Dies ist aber nicht mein bevorzugtes Modell. Es gibt noch Modelle, die wie Tannenzapfen aussehen!


Ich benutze Krallen nur wenn es unbedingt nötig tut. Ohne Kralle fängt man mehr. Man fischt mehr Fläche ab! Erst wenn mein bis zu 200g Blei nicht mehr hält, dann kommt 190g  Kralle ran! :m


----------



## Meeresangler_Schwerin (13. Oktober 2002)

Moin!
BBA hat ja schon fast alles gesagt zur Funktion des Krallenblei. Die Tropfenform ist in der Tat besser weil sie besser durch die Luft fliegt.
Den Einsatz des Krallenblei sollte mann sich aber wirklich genau überlegen denn er bringt auch Nachteile mit sich. Zum Beispiel sammelt das Blei beim angeln und besonders beim einholen jeden Krauthalm ein. Das kann wenn Kraut unterwegs ist richtig in Arbeit ausaten und manchmal bis zum Schnurbruch führen. 
Ich setze diese Krallenbleie auch nur im äußersten Notfall ein. Immer erst kurz bevor mann sagt &quot;es geht nicht mehr wir müssen nach Hause&quot;. Desweiteren sind die Dinger ja auch sau teuer und es tut richtig weh wenn mal eines abreißt.


----------



## C.K. (13. Oktober 2002)

@Meeresangler_Schwerin
@Bellyboatangler

Ich danke Euch für diese ausführliche Information, hat mir sehr geholfen!!!!!


----------



## FFT_Webmaster (13. Oktober 2002)

*und*

Moin C.K. und nicht vergessen, Kralle nimmt unwarscheinlich viel Wurfweite weg.


----------



## Geraetefetischist (14. Oktober 2002)

Moin,
Zur eigentlichen Funktion ist eigentlich schon alles gesagt, aber da Du aus Lüdinghausen kommst, liegt die Holländische Küste näher als die Ostsee.
Daher hier der Hinweis, dort hat man ohne Krallen kaum eine chance hat, den Köder in den fängigen Bereichen zu halten. Daher krallen 125-200g dort verwenden.
Noch gebräuchlicher, wie die hier beschriebenen Klappkrallenbleie sind dort übrigens Bleie mit festen drähten, die möglichst weit abstehend gebogen werden sollten. (und noch mehr wurfweite kosten, dafür aber bombenfest halten)
Just Monsters
Holger


----------



## C.K. (14. Oktober 2002)

@Geraetefetischist
@FFT_Webmaster

Auch Euch beiden vielen Dank. 

Das mit dem Krallenblei ist nicht für mich bestimmt, sondern für meinen alten Herren, der fährt demnächst zur Ostsee und will das Brandungsangeln mal ausprobieren. Ich selber fahre lieber mit dem Boot raus. Das kann mein Vater aber nicht, weil er sonst  :v  muß :q  :q .

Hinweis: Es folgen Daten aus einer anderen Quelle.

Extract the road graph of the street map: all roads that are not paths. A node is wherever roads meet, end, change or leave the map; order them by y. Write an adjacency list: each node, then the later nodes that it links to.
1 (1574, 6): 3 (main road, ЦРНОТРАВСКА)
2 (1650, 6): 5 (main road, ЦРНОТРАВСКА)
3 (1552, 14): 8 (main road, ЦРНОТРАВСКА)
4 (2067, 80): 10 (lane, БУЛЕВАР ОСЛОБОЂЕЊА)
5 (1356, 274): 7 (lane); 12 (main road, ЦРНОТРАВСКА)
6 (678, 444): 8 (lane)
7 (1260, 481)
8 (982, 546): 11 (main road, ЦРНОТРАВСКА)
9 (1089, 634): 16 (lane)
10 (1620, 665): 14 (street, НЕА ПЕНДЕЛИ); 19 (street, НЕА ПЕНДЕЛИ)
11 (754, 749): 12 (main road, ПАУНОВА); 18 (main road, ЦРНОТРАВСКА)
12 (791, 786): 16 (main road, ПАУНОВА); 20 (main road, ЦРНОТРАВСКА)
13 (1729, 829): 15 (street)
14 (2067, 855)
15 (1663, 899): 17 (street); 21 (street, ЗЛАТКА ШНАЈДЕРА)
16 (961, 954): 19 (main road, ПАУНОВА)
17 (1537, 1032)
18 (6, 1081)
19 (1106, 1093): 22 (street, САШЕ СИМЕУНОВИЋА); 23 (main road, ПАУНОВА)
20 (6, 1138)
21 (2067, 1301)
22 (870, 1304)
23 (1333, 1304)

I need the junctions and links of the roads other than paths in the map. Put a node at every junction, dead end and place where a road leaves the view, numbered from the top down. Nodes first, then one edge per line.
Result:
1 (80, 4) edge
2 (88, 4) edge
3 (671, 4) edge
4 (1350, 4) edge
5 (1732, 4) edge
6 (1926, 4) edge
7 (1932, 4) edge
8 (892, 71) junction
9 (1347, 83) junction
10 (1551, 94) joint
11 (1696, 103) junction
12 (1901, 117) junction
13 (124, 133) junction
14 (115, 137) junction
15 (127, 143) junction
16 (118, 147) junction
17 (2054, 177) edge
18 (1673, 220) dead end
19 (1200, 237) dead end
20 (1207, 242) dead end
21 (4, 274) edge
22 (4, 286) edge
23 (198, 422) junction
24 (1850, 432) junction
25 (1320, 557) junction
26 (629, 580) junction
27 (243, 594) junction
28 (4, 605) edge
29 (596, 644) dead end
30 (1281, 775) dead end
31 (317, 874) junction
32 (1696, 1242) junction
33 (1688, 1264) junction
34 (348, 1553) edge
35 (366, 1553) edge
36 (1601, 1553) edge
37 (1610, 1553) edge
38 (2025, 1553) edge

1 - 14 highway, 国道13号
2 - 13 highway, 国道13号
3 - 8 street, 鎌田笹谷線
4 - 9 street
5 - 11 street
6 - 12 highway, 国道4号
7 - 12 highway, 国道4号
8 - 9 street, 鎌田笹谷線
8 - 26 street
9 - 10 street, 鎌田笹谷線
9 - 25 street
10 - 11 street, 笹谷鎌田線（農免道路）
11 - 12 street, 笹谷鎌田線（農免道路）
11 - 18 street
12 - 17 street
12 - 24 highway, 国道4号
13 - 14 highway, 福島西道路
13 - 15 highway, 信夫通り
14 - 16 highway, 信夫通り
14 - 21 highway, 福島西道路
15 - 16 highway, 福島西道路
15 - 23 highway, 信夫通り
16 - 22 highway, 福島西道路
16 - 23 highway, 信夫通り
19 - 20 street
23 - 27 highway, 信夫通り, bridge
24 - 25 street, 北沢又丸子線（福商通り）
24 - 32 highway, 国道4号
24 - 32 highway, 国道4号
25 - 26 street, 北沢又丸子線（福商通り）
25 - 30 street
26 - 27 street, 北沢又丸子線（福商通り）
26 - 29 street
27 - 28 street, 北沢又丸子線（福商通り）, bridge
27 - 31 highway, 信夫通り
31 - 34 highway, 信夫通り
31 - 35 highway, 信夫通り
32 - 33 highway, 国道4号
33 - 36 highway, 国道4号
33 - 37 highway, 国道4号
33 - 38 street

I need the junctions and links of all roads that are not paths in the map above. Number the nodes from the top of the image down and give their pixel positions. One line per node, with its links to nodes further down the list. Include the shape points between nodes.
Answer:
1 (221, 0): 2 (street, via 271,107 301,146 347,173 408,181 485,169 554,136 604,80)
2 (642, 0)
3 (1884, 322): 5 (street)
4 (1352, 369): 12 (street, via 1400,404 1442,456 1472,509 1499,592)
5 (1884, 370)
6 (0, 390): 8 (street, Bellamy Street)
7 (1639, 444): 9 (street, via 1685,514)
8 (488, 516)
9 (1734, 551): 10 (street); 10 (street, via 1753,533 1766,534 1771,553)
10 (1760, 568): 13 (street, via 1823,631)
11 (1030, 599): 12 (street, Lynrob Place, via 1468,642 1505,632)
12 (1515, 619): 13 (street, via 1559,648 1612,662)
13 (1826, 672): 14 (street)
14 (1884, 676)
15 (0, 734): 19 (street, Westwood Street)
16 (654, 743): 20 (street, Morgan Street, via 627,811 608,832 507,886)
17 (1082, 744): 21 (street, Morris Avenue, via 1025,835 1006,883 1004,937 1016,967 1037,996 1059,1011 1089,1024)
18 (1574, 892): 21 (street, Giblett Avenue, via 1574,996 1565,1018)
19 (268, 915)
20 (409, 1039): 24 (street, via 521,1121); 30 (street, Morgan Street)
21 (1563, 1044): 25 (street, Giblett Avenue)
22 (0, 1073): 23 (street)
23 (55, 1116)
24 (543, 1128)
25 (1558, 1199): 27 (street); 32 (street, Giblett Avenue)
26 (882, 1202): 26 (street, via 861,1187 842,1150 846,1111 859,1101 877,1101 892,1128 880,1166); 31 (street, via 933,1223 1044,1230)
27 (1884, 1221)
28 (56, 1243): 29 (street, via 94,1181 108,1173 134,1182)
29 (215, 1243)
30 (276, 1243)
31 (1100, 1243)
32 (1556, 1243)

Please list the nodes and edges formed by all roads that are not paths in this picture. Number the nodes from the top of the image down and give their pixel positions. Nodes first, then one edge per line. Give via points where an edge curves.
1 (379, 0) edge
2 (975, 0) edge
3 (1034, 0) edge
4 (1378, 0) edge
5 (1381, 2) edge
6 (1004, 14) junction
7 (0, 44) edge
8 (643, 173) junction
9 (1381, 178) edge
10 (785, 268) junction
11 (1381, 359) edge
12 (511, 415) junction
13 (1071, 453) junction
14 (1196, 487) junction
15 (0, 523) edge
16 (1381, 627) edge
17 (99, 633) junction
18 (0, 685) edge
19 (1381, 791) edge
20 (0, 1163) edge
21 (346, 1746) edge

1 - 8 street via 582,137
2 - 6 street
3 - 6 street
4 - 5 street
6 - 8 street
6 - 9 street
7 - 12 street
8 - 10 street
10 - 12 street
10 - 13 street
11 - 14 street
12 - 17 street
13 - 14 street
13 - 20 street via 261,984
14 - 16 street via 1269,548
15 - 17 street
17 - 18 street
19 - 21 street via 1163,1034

Ich habe jetzt Bleie entdeckt die haben Nocken ( ansonsten sehen die wie ein Sargblei aus nur mit einer eingegossenen Öse )und wurden mir für die Ostsee empfohlen. Was ist denn davon zu halten???


----------



## Nordlicht (14. Oktober 2002)

dann sag deinem vater mal nen netten guss aus`m board und sag ihm das er generell eine kleine auswahl an blei in seinem koffer haben sollte. ich denke wenn er einige bleie in verschiedenen gewichten und formen zwischen 100 und 200 gramm mitnimmt ist er auf der sicheren seite.
runde bleie wenn es gilt ein gebiet abzusuchen, eckige für etwas festeren halt, bleie mit noppen sind gut wenn die strömung etwas mehr ist und dann kommen eben ankerbleie.
es sollte ihm aber klar sein das je eckiger und kantiger das blei ist die wurfweite arg nachlässt !
ich bin ja auch eher bootsangler habe aber eine not brandungsausrüstung für den winter im keller wenn ihr mal eine meine nähe kommen solltet poste mir doch einfach mal ne mail, evtl. könnte man(n) sich treffen  #h


----------



## Mühle (14. Oktober 2002)

Hallo CK
Noppen bringen nicht viel, wenn es den Köder auf dem Grund an einer Stelle zu halten gilt. Ich mache es immer so. Bei viel Ströung oder Sturm gehe ich erst mit dem Gewicht hoch. Hält selbst das schwerste Blei nicht mehr (meist gehe ich bis max. 200 gr hoch), dann kommt im Notfall eine Kralle dran. Noppen allein würden da nicht reichen.
Aber wie meine Vorposter schon betont haben, die Kralle birgt viele Nachteile (Wurfweite, Kraut usw), so dass sie wirklich nur eine Notlösung ist.

Gruß Mühle


----------



## C.K. (14. Oktober 2002)

@Nordlicht

Tolle Idee das mit dem Treffen, funktioniert auch prima. War z.b. schon öfter mit Albatros angeln. Das schöne an den Treffen ist halt, das man genauso verückte angelbegeisterte Leute kennenlernt. ( Nicht wahr Albatros: Ich denke da an unseren letzten Ausflug  :q  ) 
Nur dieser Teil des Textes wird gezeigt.